Chiamate notturne

fotografia di Carlo Zei

fotografia di Carlo Zei

Nel corso di una notte qualsiasi, l'ora imprecisata, squillerà il telefono fisso di casa di Diana. 
Noi saremo soli in casa, nel senso che sua sorella sarà via. Allora ci alzeremo allarmati, ma diciamo meglio: Diana si sveglierà allarmata e dirà a me: Rispondi. 

Rispondi. 

Noi saremo su quel suo letto a castello, così che sotto ha spazio per una scrivania e un secondo lettino dove a volte si appoggia, per studiare, stare al computer, buttare sopra semplicemente di tutto. 
Io dormo con lei sul letto a castello, dal lato dell'uscita, della scaletta, perché stare lassù abbarbicato già mi dà ansia, ma se poi devo essere pure sul lettuccio e dalla parte senza uscita, non dormo proprio. Così quando durante la notte squillerà il telefono e lei mi dirà: Rispondi, sembrerà ovvio che sia io che debba rispondere, dal momento che se lo volesse fare lei dovrebbe chiedermi di farmi da parte, poi scendere le ripidissime scalette e infine raggiungere il tavolo sotto al letto.
 
Squillerà il telefono e lei mi dirà Rispondi, mentre io dormivo. Quindi mancherà il tempo di pensare al perché, alla ragione di quella telefonata notturna; si chiama di notte, a quell'ora, solo per annunciare tragedie, io penserò, ma perché devo rispondere io alla sua tragedia, a questo non ci penserò, lì per lì. 
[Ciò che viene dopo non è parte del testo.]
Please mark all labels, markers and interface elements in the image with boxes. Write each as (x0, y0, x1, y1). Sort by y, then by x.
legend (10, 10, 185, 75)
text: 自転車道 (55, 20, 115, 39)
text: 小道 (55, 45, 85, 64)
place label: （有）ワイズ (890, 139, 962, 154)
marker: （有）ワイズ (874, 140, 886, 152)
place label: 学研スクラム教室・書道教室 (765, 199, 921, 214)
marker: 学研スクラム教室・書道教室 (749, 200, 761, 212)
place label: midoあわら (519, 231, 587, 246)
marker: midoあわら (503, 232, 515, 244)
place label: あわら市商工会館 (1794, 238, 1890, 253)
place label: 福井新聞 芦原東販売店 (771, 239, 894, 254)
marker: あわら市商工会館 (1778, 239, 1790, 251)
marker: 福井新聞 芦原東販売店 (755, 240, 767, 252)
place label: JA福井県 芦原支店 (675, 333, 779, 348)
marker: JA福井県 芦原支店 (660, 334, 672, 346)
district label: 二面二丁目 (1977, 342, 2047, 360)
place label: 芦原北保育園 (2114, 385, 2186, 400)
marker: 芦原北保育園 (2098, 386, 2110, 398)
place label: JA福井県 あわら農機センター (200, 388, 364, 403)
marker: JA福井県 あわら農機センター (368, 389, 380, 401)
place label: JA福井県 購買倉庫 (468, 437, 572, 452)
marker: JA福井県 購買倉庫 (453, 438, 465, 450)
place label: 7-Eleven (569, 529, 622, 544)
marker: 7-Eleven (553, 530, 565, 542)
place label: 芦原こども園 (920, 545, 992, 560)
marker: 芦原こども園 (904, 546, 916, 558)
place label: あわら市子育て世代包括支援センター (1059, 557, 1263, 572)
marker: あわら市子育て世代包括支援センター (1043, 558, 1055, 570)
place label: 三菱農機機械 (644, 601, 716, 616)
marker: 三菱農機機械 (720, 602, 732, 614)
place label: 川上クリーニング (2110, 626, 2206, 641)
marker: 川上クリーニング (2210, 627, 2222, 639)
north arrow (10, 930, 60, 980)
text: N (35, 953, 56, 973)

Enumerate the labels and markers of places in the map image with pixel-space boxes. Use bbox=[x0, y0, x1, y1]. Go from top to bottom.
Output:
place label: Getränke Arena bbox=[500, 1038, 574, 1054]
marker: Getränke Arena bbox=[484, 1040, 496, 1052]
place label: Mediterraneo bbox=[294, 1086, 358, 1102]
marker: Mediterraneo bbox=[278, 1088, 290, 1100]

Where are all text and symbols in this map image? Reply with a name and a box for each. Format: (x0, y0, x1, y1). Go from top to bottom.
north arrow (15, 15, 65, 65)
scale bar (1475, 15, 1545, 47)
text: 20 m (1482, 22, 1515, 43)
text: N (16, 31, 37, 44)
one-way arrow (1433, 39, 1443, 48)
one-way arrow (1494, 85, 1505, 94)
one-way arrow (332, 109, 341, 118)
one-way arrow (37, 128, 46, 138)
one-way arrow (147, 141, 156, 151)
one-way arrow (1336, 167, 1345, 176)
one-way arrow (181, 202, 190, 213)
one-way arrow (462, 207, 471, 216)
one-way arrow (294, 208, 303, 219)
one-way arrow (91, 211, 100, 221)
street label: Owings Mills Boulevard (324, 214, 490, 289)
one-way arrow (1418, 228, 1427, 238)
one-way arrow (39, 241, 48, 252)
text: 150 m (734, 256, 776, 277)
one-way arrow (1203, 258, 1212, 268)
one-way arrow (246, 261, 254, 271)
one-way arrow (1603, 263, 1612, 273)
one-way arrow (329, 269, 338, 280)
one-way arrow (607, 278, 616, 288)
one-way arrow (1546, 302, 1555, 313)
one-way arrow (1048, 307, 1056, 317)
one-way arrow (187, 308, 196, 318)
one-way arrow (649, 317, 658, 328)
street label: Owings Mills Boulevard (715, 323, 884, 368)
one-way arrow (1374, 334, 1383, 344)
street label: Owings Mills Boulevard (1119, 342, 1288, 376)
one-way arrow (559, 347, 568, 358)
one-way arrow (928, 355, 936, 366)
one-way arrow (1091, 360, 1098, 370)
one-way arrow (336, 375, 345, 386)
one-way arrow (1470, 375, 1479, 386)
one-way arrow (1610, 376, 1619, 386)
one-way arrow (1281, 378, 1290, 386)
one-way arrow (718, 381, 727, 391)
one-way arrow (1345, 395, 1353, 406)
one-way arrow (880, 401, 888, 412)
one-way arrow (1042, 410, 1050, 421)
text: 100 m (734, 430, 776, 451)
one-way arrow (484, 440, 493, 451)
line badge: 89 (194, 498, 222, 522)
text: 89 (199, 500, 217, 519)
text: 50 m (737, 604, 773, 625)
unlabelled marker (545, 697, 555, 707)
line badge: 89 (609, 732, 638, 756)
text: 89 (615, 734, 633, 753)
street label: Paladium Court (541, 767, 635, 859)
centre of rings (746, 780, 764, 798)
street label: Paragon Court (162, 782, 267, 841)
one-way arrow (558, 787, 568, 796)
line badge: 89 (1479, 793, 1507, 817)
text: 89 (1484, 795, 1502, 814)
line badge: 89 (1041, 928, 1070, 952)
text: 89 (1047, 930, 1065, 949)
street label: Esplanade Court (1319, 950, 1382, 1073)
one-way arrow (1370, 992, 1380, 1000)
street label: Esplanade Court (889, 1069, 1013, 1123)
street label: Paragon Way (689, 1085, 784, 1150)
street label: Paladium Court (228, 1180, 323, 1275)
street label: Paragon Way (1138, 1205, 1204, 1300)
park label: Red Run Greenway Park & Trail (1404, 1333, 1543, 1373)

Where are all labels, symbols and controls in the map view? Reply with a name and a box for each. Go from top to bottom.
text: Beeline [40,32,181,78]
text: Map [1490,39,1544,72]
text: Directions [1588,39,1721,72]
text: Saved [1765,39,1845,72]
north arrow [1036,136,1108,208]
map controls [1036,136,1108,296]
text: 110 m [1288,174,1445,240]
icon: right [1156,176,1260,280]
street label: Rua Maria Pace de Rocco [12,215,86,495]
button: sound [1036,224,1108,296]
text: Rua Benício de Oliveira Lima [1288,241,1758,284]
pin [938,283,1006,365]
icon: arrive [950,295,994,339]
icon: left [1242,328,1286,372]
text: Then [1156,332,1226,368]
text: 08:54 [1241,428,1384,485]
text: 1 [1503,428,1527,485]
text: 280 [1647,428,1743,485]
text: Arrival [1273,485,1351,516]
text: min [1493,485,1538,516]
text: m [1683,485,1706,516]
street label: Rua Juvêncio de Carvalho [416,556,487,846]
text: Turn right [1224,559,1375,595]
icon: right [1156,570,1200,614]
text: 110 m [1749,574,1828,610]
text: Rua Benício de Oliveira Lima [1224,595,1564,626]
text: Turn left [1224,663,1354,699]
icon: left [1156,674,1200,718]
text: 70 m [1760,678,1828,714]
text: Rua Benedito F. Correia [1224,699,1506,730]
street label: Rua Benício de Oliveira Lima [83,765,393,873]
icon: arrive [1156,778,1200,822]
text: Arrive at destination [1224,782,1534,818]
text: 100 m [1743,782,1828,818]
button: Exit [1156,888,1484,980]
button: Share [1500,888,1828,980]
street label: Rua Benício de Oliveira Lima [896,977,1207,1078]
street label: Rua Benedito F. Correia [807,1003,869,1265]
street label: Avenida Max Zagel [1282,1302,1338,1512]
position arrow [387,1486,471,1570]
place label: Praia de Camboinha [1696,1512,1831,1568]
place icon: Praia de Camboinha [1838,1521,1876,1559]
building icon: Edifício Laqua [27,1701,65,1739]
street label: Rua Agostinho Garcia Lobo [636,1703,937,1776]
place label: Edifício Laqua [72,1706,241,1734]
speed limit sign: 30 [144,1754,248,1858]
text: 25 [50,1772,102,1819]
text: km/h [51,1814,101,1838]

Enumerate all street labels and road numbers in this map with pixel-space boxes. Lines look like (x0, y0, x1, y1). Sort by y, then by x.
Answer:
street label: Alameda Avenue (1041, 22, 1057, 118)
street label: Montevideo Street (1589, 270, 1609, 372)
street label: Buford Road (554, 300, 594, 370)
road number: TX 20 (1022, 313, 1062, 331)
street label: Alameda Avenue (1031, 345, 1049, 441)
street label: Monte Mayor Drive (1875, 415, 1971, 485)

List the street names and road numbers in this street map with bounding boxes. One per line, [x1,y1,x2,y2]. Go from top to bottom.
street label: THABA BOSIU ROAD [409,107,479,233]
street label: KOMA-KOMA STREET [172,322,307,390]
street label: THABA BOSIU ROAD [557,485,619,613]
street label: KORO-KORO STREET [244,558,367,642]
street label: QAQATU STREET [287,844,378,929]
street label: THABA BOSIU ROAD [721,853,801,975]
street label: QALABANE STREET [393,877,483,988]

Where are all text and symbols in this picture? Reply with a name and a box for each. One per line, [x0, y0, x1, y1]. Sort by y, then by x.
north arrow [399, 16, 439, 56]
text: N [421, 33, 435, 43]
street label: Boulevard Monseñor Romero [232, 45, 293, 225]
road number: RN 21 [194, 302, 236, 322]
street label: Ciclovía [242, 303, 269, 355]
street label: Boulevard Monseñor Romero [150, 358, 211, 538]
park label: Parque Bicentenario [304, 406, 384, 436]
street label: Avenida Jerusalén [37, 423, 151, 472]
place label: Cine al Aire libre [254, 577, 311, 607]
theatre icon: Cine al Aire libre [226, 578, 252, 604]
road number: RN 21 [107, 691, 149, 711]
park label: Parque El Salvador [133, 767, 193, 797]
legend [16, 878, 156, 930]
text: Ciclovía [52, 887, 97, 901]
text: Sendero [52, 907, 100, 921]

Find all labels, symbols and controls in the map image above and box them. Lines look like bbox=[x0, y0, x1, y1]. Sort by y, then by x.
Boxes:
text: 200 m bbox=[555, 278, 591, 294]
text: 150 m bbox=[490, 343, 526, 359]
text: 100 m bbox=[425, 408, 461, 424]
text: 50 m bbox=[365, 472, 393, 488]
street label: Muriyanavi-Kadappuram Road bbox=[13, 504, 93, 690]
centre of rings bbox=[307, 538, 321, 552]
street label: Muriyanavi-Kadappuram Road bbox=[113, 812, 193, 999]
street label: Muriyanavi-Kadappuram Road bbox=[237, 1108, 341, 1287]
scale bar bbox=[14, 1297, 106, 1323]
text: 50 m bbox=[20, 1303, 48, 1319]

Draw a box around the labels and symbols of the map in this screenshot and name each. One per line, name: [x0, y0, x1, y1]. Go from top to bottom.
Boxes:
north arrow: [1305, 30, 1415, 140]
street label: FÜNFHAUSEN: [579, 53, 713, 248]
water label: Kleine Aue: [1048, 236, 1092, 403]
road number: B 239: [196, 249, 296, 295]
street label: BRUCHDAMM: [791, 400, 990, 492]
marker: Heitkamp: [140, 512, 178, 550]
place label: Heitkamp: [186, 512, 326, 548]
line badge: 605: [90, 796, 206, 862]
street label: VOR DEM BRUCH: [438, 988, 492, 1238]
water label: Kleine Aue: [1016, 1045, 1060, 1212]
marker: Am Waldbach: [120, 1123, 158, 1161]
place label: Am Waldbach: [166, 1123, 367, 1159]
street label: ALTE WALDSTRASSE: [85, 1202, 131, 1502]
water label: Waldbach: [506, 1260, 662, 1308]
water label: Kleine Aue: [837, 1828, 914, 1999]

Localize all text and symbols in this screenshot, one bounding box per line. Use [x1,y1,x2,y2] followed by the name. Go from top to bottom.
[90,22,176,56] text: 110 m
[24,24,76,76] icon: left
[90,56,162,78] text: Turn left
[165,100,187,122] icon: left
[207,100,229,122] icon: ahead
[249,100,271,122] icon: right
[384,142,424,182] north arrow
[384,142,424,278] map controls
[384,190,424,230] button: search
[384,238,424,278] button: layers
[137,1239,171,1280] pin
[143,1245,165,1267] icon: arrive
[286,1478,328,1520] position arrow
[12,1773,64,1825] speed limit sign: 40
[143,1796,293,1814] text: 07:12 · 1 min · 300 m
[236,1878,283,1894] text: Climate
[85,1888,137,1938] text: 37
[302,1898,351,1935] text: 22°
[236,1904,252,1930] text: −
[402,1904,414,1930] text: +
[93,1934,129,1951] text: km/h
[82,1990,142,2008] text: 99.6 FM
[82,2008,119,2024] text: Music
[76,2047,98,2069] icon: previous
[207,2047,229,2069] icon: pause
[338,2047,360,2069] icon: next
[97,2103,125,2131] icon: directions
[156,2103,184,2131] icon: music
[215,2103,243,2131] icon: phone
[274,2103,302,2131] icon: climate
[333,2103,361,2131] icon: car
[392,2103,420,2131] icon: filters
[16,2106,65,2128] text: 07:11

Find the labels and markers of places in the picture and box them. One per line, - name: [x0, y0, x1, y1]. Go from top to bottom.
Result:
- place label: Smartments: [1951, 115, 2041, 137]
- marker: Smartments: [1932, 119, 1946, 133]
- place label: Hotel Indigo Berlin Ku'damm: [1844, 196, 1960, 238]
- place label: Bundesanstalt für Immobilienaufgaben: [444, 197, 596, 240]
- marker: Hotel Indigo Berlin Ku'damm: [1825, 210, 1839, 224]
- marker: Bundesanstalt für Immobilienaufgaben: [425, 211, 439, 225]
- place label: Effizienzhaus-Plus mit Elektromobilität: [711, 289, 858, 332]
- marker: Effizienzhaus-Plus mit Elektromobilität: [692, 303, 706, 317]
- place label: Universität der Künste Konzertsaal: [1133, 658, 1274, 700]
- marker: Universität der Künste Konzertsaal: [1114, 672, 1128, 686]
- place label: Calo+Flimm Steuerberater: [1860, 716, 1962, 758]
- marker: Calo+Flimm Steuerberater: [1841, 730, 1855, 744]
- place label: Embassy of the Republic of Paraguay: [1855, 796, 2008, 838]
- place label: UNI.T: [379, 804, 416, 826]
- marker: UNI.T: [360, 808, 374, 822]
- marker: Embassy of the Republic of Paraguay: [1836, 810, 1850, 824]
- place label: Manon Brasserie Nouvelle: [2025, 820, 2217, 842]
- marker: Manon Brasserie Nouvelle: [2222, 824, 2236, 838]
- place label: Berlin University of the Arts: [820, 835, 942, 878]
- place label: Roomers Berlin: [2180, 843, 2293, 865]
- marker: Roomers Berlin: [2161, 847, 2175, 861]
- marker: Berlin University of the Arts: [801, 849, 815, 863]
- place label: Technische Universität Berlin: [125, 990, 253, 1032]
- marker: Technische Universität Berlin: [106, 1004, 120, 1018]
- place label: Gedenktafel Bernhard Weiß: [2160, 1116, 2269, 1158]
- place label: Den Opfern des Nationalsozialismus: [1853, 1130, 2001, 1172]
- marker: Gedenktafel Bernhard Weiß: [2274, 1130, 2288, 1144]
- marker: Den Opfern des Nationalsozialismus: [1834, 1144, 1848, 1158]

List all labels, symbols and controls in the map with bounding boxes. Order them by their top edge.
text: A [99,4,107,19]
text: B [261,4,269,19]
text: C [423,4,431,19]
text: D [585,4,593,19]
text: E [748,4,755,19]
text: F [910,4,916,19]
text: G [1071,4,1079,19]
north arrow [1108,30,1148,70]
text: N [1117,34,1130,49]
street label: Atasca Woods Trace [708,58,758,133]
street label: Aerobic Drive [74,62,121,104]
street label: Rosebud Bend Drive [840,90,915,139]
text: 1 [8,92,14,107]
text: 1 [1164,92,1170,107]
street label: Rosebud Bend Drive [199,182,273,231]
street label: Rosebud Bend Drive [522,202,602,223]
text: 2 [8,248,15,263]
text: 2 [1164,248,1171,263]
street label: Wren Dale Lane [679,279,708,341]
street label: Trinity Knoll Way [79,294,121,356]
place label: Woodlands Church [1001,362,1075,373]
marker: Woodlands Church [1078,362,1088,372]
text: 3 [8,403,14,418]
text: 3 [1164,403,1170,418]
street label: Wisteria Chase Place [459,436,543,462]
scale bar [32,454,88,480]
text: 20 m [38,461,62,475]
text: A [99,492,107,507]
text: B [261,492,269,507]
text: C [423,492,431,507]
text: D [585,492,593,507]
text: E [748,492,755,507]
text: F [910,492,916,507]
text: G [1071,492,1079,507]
Noi non siamo sposati, stiamo insieme da cinque anni, ma non abitiamo insieme, al momento. Questo non vivere insieme è un tema di discussione continuo tra di noi. Abbiamo abitato assieme in passato, ma in questo momento no. Io ho una stanza da qualche altra parte, Diana la sua stanza in quella casa dei genitori dove vive con la sorella. Comunque sono pronto a farmi carico di sapere io prima di lei, della sua tragedia, se di questo si tratta, penserò, ma è un attimo, mentre il telefono sotto continua a squillare, l'ora imprecisata. 

Rispondi, mi dirà, al che io scenderò le scalette ripidissime e tirerò su il telefono. 

Il telefono fisso è una cosa che io nella mia casa non ho nemmeno, nella mia stanza. Ovvio, non è una vera casa, è una stanza in centro, in quella casa all'ultimo piano che condivido con un amico. Più che una vera casa una proroga sugli impegni della vita adulta. Vita adulta che forse presuppone si abbia il telefono fisso, così da farsi carico delle tragedie che possono colpire a qualunque ora, anche in piena notte, anche alle cinque di mattina, ma noi, quando squillerà il telefono quella notte,  non avremo idea di che ore siano, se le cinque o un'altra ora.

Squillerà il telefono, lei mi dirà: Rispondi e io scenderò le ripidissime scalette, senza pensare che forse dovrebbe rispondere lei alla sua tragedia, che pensiero egoista. Prima di rispondere al telefono penserò per un secondo ancora a questo, poi risponderò semplicemente al telefono come si risponde sempre:
Pronto, dirò, e ripeterò due o tre volte: Pronto, pronto
Dall'altra parte una voce maschile, dopo un primo momento di esitazione, risponderà, a sua volta:
Pronto, con un certo modo strascicato, una lieve nota meridionale e stridula. 
Solo questo dirà, e poi butterà giù la cornetta. 

Allora Diana mi domanderà: Chi era? 
Nessuno, dirò io, Qualcuno che aveva sbagliato, non era nessuno. 
Ma che ha detto? 
Non ha detto niente, niente di niente, hanno riattaccato.
Essere terrorizzati e non darlo a vedere, farsi carico delle tragedie altrui, degli amanti o dei maniaci sessuali altrui: un giorno la mia vita sarà tutta così, ma oggi ancora no.
 
Nelle notti in cui il telefono di Diana squillerà non mi preoccuperò per il futuro. Per il futuro si vedrà, penserò, mentre farò scorrere nella guida il chiavistello di casa di Diana.